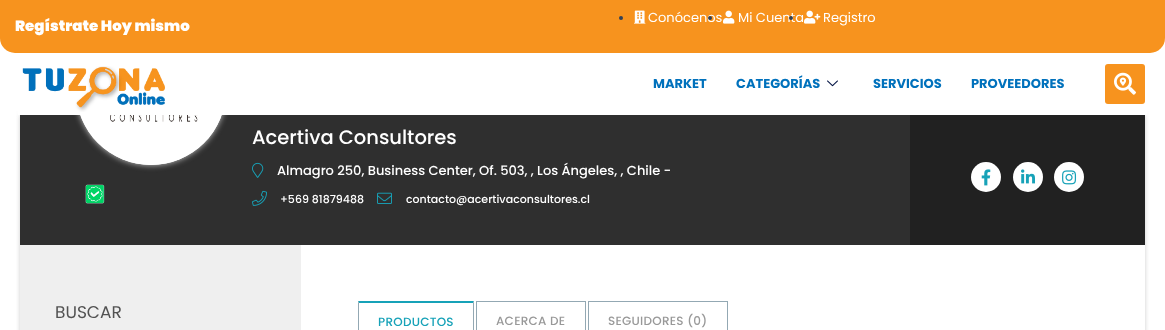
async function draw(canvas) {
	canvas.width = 1165;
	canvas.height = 330;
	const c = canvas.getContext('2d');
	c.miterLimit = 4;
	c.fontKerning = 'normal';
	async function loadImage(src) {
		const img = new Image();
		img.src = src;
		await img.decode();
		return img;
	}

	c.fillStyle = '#fff';
	c.fillRect(0, 0, 1165, 330);
	c.save();
	c.beginPath();
	c.moveTo(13, 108);
	c.lineTo(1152, 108);
	c.lineTo(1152, 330);
	c.lineTo(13, 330);
	c.closePath();
	c.moveTo(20, 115);
	c.lineTo(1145, 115);
	c.lineTo(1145, 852);
	c.lineTo(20, 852);
	c.closePath();
	c.clip('evenodd');
	c.fillStyle = '#ccc';
	c.filter = 'blur(2px)';
	c.beginPath();
	c.rect(20, 115, 1125, 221);
	c.fill();
	c.filter = 'none';
	c.restore();
	c.fillStyle = '#2f2f2f';
	c.fillRect(20, 115, 890, 130);
	c.fillStyle = '#ccc';
	c.filter = 'blur(3px)';
	c.beginPath();
	c.roundRect(76, 15, 150, 150, 75);
	c.fill();
	c.filter = 'none';
	c.fillStyle = '#fff';
	c.beginPath();
	c.arc(151, 90, 75, 0, 2 * Math.PI);
	c.fill();
	c.fillStyle = '#f7931e';
	c.beginPath();
	c.roundRect(0, 0, 1165, 53, [0, 0, 15, 15]);
	c.fill();
	c.font = '900 15px Poppins';
	c.fillStyle = '#fff';
	c.fillText('Regístrate Hoy mismo', 15, 31);
	c.fillStyle = '#334155';
	c.beginPath();
	c.arc(621, 18, 2, 0, 2 * Math.PI);
	c.fill();
	c.drawImage(await loadImage('img1.png'), 634, 10, 12, 14);
	c.font = '13px Poppins';
	c.fillStyle = '#fff';
	c.fillText('Conócenos', 648, 22);
	c.fillStyle = '#334155';
	c.beginPath();
	c.arc(710, 18, 2, 0, 2 * Math.PI);
	c.fill();
	c.drawImage(await loadImage('img2.png'), 723, 10, 12, 14);
	c.fillStyle = '#fff';
	c.fillText('Mi Cuenta', 738, 22);
	c.fillStyle = '#334155';
	c.beginPath();
	c.arc(791, 18, 2, 0, 2 * Math.PI);
	c.fill();
	c.drawImage(await loadImage('img3.png'), 804, 10, 17, 14);
	c.fillStyle = '#fff';
	c.fillText('Registro', 823, 22);
	c.fillRect(18, 53, 1129, 62);
	c.drawImage(await loadImage('img4.png'), 22, 66, 143, 46);
	c.font = 'bold 13px Poppins';
	c.fillStyle = '#0071bc';
	c.fillText('MARKET', 653, 88);
	c.fillText('CATEGORÍAS', 736, 88);
	c.drawImage(await loadImage('img5.png'), 827, 80, 11, 7);
	c.fillText('SERVICIOS', 873, 88);
	c.fillText('PROVEEDORES', 971, 88);
	c.fillStyle = '#f7931e';
	c.beginPath();
	c.roundRect(1105, 64, 40, 40, 3);
	c.fill();
	c.drawImage(await loadImage('img6.png'), 1114, 72, 22, 23);
	c.drawImage(await loadImage('img7.png'), 80, 115, 142, 50);
	c.font = '500 19.5px Poppins';
	c.fillStyle = '#fff';
	c.fillText('Acertiva Consultores', 252, 144);
	c.drawImage(await loadImage('img8.png'), 252, 162, 12, 16);
	c.font = '500 13px Poppins';
	c.fillText('Almagro 250, Business Center, Of. 503, , Los Ángeles, , Chile -', 277, 175);
	c.drawImage(await loadImage('img9.png'), 252, 190, 15, 16);
	c.font = '500 11px Poppins';
	c.fillText('+569 81879488', 280, 203);
	c.drawImage(await loadImage('img10.png'), 377, 192, 15, 12);
	c.fillText('contacto@acertivaconsultores.cl', 406, 203);
	c.drawImage(await loadImage('img11.png'), 85, 184, 20, 20);
	c.fillStyle = '#212121';
	c.fillRect(910, 115, 235, 130);
	c.fillStyle = '#fff';
	c.beginPath();
	c.arc(986, 177, 15, 0, 2 * Math.PI);
	c.fill();
	c.drawImage(await loadImage('img12.png'), 981, 169, 10, 17);
	c.beginPath();
	c.arc(1028, 177, 15, 0, 2 * Math.PI);
	c.fill();
	c.drawImage(await loadImage('img13.png'), 1021, 169, 14, 15);
	c.beginPath();
	c.arc(1069, 177, 15, 0, 2 * Math.PI);
	c.fill();
	c.drawImage(await loadImage('img14.png'), 1062, 170, 15, 15);
	c.fillStyle = '#efefef';
	c.fillRect(20, 245, 281, 85);
	c.font = '17px Poppins';
	c.fillStyle = '#525252';
	c.fillText('BUSCAR', 55, 318);
	c.fillStyle = '#17a2b8';
	c.beginPath();
	c.moveTo(358, 301);
	c.lineTo(474, 301);
	c.lineTo(473, 303);
	c.lineTo(359, 303);
	c.closePath();
	c.fill();
	c.fillStyle = '#93a8b3';
	c.beginPath();
	c.moveTo(474, 301);
	c.lineTo(474, 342);
	c.lineTo(473, 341);
	c.lineTo(473, 303);
	c.closePath();
	c.fill();
	c.beginPath();
	c.moveTo(358, 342);
	c.lineTo(358, 301);
	c.lineTo(359, 303);
	c.lineTo(359, 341);
	c.closePath();
	c.fill();
	c.letterSpacing = '0.25px';
	c.font = '500 12px Poppins';
	c.fillStyle = '#17a2b8';
	c.fillText('PRODUCTOS', 378, 326);
	c.fillStyle = '#93a8b3';
	c.fillRect(476, 301, 110, 1);
	c.beginPath();
	c.moveTo(586, 301);
	c.lineTo(586, 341);
	c.lineTo(585, 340);
	c.lineTo(585, 302);
	c.closePath();
	c.fill();
	c.beginPath();
	c.moveTo(476, 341);
	c.lineTo(476, 301);
	c.lineTo(477, 302);
	c.lineTo(477, 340);
	c.closePath();
	c.fill();
	c.fillStyle = '#999';
	c.fillText('ACERCA DE', 496, 325);
	c.fillStyle = '#93a8b3';
	c.fillRect(588, 301, 140, 1);
	c.beginPath();
	c.moveTo(728, 301);
	c.lineTo(728, 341);
	c.lineTo(727, 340);
	c.lineTo(727, 302);
	c.closePath();
	c.fill();
	c.beginPath();
	c.moveTo(588, 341);
	c.lineTo(588, 301);
	c.lineTo(589, 302);
	c.lineTo(589, 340);
	c.closePath();
	c.fill();
	c.fillStyle = '#999';
	c.fillText('SEGUIDORES (0)', 608, 325);
}

draw(document.querySelector('canvas'));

TASK TO CARRY OUT:
Only the lines above starting at the one containing "c.clip('evenodd');" and ending at the one containing "c.fillText('+569 81879488', 280, 203);", both included, are to be returned, exactly as they read.

ANSWER BELOW:
	c.clip('evenodd');
	c.fillStyle = '#ccc';
	c.filter = 'blur(2px)';
	c.beginPath();
	c.rect(20, 115, 1125, 221);
	c.fill();
	c.filter = 'none';
	c.restore();
	c.fillStyle = '#2f2f2f';
	c.fillRect(20, 115, 890, 130);
	c.fillStyle = '#ccc';
	c.filter = 'blur(3px)';
	c.beginPath();
	c.roundRect(76, 15, 150, 150, 75);
	c.fill();
	c.filter = 'none';
	c.fillStyle = '#fff';
	c.beginPath();
	c.arc(151, 90, 75, 0, 2 * Math.PI);
	c.fill();
	c.fillStyle = '#f7931e';
	c.beginPath();
	c.roundRect(0, 0, 1165, 53, [0, 0, 15, 15]);
	c.fill();
	c.font = '900 15px Poppins';
	c.fillStyle = '#fff';
	c.fillText('Regístrate Hoy mismo', 15, 31);
	c.fillStyle = '#334155';
	c.beginPath();
	c.arc(621, 18, 2, 0, 2 * Math.PI);
	c.fill();
	c.drawImage(await loadImage('img1.png'), 634, 10, 12, 14);
	c.font = '13px Poppins';
	c.fillStyle = '#fff';
	c.fillText('Conócenos', 648, 22);
	c.fillStyle = '#334155';
	c.beginPath();
	c.arc(710, 18, 2, 0, 2 * Math.PI);
	c.fill();
	c.drawImage(await loadImage('img2.png'), 723, 10, 12, 14);
	c.fillStyle = '#fff';
	c.fillText('Mi Cuenta', 738, 22);
	c.fillStyle = '#334155';
	c.beginPath();
	c.arc(791, 18, 2, 0, 2 * Math.PI);
	c.fill();
	c.drawImage(await loadImage('img3.png'), 804, 10, 17, 14);
	c.fillStyle = '#fff';
	c.fillText('Registro', 823, 22);
	c.fillRect(18, 53, 1129, 62);
	c.drawImage(await loadImage('img4.png'), 22, 66, 143, 46);
	c.font = 'bold 13px Poppins';
	c.fillStyle = '#0071bc';
	c.fillText('MARKET', 653, 88);
	c.fillText('CATEGORÍAS', 736, 88);
	c.drawImage(await loadImage('img5.png'), 827, 80, 11, 7);
	c.fillText('SERVICIOS', 873, 88);
	c.fillText('PROVEEDORES', 971, 88);
	c.fillStyle = '#f7931e';
	c.beginPath();
	c.roundRect(1105, 64, 40, 40, 3);
	c.fill();
	c.drawImage(await loadImage('img6.png'), 1114, 72, 22, 23);
	c.drawImage(await loadImage('img7.png'), 80, 115, 142, 50);
	c.font = '500 19.5px Poppins';
	c.fillStyle = '#fff';
	c.fillText('Acertiva Consultores', 252, 144);
	c.drawImage(await loadImage('img8.png'), 252, 162, 12, 16);
	c.font = '500 13px Poppins';
	c.fillText('Almagro 250, Business Center, Of. 503, , Los Ángeles, , Chile -', 277, 175);
	c.drawImage(await loadImage('img9.png'), 252, 190, 15, 16);
	c.font = '500 11px Poppins';
	c.fillText('+569 81879488', 280, 203);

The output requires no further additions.